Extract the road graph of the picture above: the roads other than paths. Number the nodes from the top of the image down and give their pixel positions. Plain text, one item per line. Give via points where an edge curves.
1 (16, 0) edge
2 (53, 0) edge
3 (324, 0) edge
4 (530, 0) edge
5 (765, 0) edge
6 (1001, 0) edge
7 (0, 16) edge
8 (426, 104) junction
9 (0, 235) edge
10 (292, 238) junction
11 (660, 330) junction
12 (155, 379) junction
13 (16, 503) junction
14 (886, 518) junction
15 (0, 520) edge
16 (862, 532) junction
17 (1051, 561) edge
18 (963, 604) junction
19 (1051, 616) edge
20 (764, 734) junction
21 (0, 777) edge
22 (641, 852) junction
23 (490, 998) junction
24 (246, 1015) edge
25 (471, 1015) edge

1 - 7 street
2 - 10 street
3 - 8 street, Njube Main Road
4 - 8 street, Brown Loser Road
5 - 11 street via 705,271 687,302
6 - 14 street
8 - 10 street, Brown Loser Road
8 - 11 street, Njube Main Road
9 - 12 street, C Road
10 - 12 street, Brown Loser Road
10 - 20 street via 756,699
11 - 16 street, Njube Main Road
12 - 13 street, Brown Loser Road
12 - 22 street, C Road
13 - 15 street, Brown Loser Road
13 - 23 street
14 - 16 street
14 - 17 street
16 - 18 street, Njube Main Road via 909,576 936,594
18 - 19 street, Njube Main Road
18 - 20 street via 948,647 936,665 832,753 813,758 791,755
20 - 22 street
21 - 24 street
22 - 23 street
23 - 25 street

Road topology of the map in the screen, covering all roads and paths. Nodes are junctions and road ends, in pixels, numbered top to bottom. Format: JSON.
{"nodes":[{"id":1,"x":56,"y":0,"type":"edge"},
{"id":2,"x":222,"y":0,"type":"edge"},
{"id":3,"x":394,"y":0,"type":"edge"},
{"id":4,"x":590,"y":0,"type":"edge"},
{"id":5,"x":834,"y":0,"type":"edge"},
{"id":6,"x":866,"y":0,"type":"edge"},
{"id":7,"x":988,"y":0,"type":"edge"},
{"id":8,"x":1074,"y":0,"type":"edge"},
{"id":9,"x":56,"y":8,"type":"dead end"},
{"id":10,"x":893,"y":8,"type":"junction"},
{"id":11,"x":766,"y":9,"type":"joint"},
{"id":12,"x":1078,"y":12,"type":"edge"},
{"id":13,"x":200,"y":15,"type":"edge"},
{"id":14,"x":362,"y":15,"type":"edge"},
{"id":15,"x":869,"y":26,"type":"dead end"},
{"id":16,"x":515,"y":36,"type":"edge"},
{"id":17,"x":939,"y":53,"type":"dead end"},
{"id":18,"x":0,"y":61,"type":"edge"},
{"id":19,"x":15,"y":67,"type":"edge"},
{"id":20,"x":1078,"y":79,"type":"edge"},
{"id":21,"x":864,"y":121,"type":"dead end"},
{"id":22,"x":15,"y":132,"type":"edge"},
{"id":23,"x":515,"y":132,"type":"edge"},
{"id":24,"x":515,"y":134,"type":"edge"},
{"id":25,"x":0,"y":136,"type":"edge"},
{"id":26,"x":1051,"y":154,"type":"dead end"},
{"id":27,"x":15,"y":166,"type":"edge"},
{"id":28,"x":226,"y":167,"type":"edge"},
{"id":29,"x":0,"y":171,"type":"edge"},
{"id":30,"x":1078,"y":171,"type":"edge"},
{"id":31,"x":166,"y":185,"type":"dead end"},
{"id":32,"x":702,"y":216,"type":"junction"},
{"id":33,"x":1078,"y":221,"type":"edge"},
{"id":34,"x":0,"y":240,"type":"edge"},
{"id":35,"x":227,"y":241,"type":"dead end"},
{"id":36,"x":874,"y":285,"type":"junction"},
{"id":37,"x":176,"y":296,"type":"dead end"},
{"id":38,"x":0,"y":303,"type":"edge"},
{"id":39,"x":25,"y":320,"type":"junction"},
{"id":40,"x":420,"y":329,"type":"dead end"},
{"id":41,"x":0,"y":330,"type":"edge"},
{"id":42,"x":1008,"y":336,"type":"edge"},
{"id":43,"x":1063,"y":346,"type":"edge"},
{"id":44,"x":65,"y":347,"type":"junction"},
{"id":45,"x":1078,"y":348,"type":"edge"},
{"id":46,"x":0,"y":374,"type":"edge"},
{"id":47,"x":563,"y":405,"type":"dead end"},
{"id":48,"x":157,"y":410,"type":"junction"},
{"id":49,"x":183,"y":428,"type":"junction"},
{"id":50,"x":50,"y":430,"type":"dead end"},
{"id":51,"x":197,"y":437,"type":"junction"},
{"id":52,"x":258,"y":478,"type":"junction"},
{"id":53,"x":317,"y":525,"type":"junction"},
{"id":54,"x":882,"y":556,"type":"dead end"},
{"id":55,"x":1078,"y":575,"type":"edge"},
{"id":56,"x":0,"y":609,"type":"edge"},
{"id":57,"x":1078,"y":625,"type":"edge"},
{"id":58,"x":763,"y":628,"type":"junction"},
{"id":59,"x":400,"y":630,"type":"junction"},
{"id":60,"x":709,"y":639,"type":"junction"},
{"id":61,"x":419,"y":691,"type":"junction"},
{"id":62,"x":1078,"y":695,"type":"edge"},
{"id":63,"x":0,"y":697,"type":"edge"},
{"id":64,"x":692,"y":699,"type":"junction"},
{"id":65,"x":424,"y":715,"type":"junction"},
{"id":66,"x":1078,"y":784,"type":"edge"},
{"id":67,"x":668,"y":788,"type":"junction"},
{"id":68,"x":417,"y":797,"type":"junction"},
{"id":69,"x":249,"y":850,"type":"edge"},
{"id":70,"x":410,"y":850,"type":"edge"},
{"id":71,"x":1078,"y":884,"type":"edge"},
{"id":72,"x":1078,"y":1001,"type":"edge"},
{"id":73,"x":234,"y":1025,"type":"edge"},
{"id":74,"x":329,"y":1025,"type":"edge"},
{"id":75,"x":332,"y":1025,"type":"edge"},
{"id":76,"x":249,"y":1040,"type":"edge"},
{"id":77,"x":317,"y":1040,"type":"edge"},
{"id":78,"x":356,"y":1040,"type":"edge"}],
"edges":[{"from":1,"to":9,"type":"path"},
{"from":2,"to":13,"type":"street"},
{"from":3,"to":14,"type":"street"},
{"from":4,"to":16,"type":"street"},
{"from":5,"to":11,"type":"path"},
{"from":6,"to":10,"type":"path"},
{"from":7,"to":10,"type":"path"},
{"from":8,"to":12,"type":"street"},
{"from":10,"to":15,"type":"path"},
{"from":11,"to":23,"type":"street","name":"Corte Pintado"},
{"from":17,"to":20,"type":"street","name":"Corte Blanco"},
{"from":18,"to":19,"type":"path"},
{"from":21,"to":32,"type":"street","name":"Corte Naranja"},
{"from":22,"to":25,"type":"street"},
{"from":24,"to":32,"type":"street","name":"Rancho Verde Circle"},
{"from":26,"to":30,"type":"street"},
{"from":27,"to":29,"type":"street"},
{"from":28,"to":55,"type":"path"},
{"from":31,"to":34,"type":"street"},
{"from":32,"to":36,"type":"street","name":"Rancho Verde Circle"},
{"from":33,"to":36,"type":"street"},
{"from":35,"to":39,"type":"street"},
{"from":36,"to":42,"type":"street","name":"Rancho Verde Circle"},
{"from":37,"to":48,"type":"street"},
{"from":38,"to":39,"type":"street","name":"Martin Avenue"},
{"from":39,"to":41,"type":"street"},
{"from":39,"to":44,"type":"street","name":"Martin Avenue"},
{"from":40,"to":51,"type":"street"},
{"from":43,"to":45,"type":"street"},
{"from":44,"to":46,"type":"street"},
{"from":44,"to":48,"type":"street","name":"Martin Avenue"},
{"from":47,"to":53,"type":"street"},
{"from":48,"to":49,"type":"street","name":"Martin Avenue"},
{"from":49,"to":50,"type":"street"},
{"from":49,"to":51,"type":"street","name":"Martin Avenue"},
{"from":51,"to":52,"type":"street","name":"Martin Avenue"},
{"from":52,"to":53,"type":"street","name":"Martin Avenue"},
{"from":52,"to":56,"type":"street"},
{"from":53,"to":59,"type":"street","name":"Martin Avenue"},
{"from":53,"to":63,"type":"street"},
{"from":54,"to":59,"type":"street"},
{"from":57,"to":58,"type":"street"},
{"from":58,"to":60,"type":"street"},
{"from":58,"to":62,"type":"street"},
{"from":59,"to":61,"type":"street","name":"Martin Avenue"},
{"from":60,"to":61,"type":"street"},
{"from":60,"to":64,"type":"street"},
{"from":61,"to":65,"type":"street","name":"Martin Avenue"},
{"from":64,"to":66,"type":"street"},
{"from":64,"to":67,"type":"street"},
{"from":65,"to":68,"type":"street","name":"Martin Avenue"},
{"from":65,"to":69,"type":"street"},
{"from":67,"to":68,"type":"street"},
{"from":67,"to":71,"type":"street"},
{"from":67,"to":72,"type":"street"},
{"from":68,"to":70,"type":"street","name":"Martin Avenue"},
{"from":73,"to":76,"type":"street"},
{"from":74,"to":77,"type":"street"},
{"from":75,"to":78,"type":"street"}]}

━━━

THE TASK: Going through the entries, return every line holding the word "Rancho".

TASK OUTPUT:
{"from":24,"to":32,"type":"street","name":"Rancho Verde Circle"},
{"from":32,"to":36,"type":"street","name":"Rancho Verde Circle"},
{"from":36,"to":42,"type":"street","name":"Rancho Verde Circle"},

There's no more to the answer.